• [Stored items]
===============

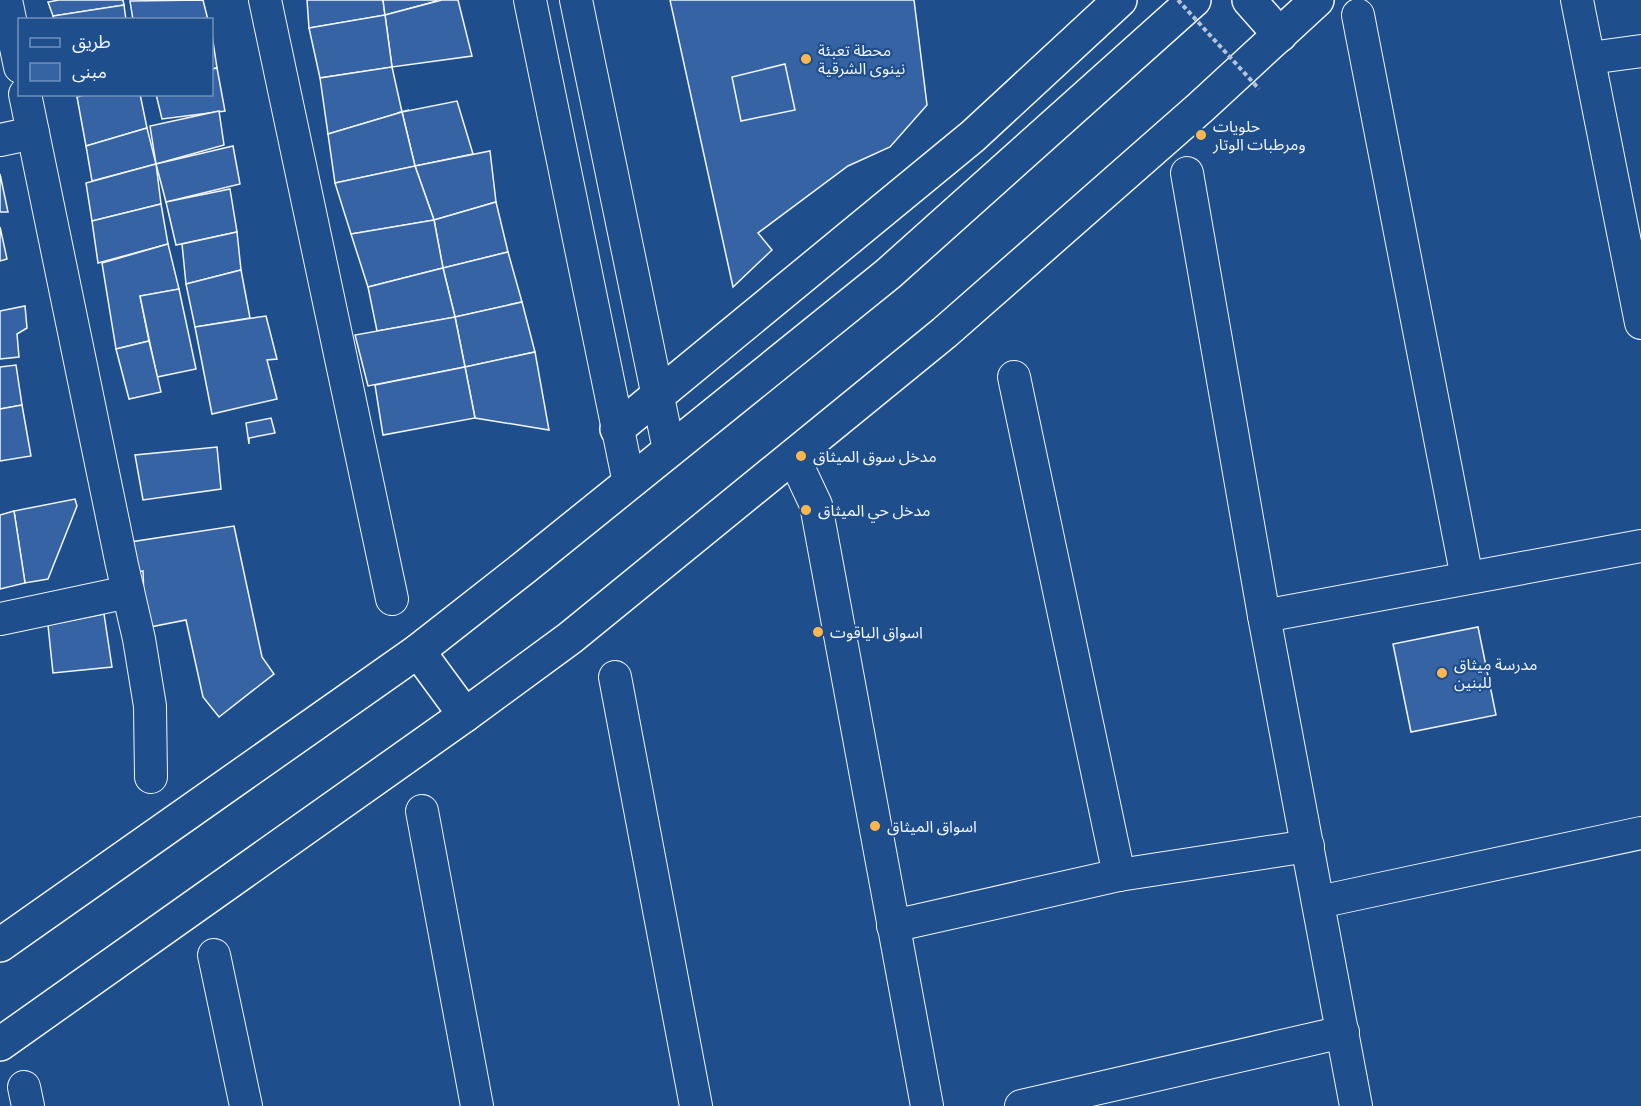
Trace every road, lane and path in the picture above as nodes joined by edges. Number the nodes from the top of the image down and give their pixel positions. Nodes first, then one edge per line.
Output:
1 (6, 0) edge
2 (265, 0) edge
3 (530, 0) edge
4 (576, 0) edge
5 (1120, 0) edge
6 (1178, 0) edge
7 (1194, 0) edge
8 (1249, 0) edge
9 (1317, 0) edge
10 (1577, 0) edge
11 (1358, 15) dead end
12 (1280, 35) junction
13 (1641, 51) edge
14 (18, 57) edge
15 (1590, 58) junction
16 (1259, 89) dead end
17 (25, 96) edge
18 (33, 133) junction
19 (0, 140) edge
20 (1187, 173) dead end
21 (1641, 323) edge
22 (1014, 377) dead end
23 (657, 396) junction
24 (617, 429) junction
25 (669, 450) junction
26 (793, 456) junction
27 (629, 483) junction
28 (1641, 546) edge
29 (1467, 578) junction
30 (128, 592) junction
31 (392, 599) dead end
32 (1264, 616) junction
33 (0, 619) edge
34 (418, 651) junction
35 (615, 677) dead end
36 (465, 715) junction
37 (151, 777) dead end
38 (422, 811) dead end
39 (1641, 833) edge
40 (1308, 846) junction
41 (1119, 875) junction
42 (1319, 902) junction
43 (893, 926) junction
44 (0, 945) edge
45 (214, 955) dead end
46 (1343, 1032) junction
47 (0, 1044) edge
48 (246, 1106) edge
49 (477, 1106) edge
50 (696, 1106) edge
51 (927, 1106) edge
52 (1022, 1106) edge
53 (1356, 1106) edge

1 - 14 street
2 - 31 street
3 - 24 street
4 - 23 street
5 - 23 main road
6 - 16 path, bridge
7 - 25 main road
8 - 12 main road
9 - 12 main road
10 - 15 street
11 - 29 street
12 - 26 main road
13 - 15 street
15 - 21 street
17 - 18 street
18 - 19 street
18 - 30 street
20 - 32 street
22 - 41 street
23 - 24 main road
23 - 25 street
24 - 27 street
25 - 27 main road
26 - 36 main road
26 - 43 street
27 - 34 main road
28 - 29 street
29 - 32 street
30 - 33 street
30 - 37 street
32 - 40 street
34 - 36 main road
34 - 44 main road
35 - 50 street
36 - 47 main road
38 - 49 street
39 - 42 street
40 - 41 street
40 - 42 street
41 - 43 street
42 - 46 street
43 - 51 street
45 - 48 street
46 - 52 street
46 - 53 street

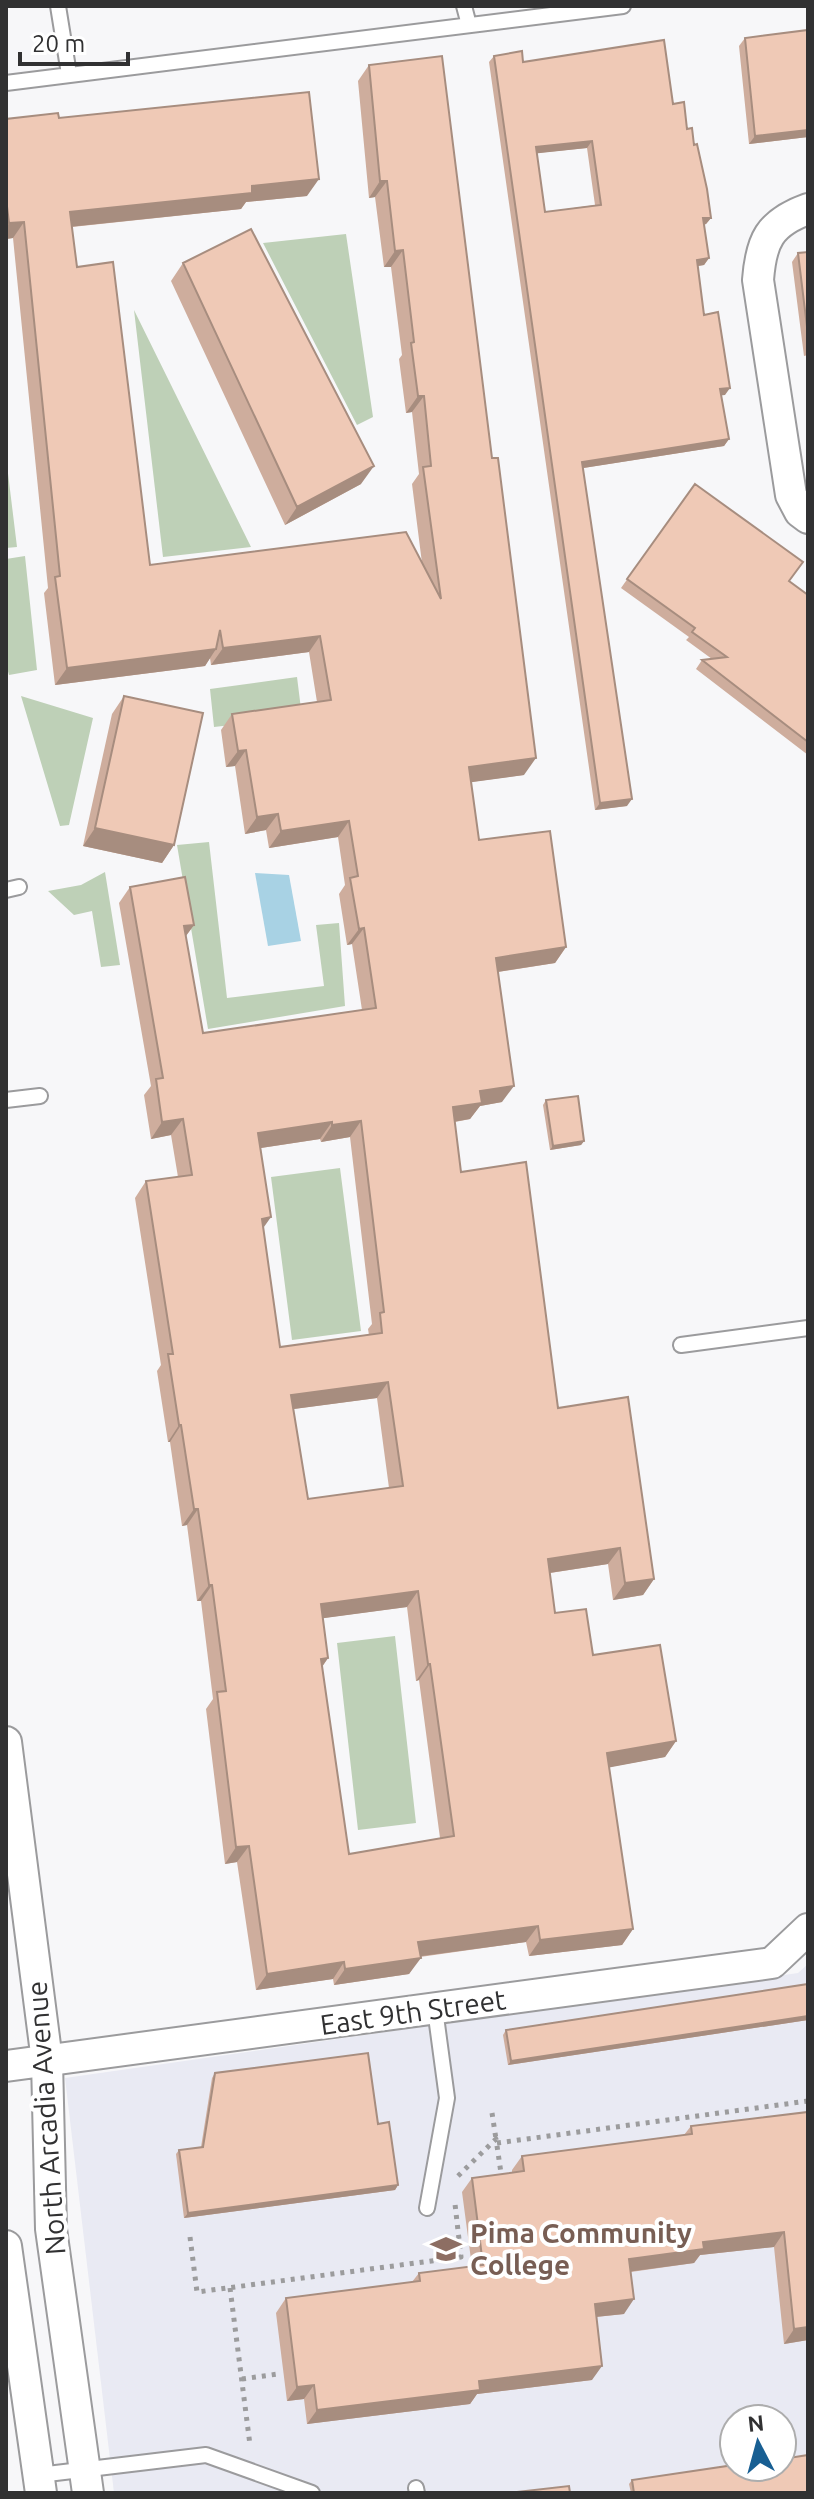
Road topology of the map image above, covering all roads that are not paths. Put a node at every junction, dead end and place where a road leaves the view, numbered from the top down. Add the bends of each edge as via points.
1 (58, 6) edge
2 (464, 6) edge
3 (623, 6) edge
4 (469, 25) junction
5 (69, 74) junction
6 (6, 83) edge
7 (808, 209) edge
8 (800, 506) edge
9 (40, 1096) dead end
10 (6, 1100) edge
11 (808, 1328) edge
12 (681, 1345) dead end
13 (6, 1742) edge
14 (808, 1929) edge
15 (435, 2009) junction
16 (47, 2061) junction
17 (6, 2066) edge
18 (427, 2208) dead end
19 (6, 2246) edge
20 (87, 2482) edge
21 (40, 2484) edge
22 (312, 2493) edge

1 - 5 lane
2 - 4 lane
3 - 4 lane
4 - 5 lane
5 - 6 lane
7 - 8 street via 774,228 760,252 758,280
9 - 10 lane
11 - 12 lane
13 - 16 street, North Arcadia Avenue
14 - 15 street, East 9th Street via 772,1963
15 - 16 street, East 9th Street
15 - 18 lane via 447,2098
16 - 17 street, East 9th Street
16 - 20 street, North Arcadia Avenue via 51,2229
19 - 21 street, North Arcadia Avenue
20 - 21 lane
20 - 22 lane via 206,2455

===============

• [TASK DIRECTIONS] Using the records above, copy every line that has the word "Arcadia" in it.

• [REPLY TO THE TASK]
13 - 16 street, North Arcadia Avenue
16 - 20 street, North Arcadia Avenue via 51,2229
19 - 21 street, North Arcadia Avenue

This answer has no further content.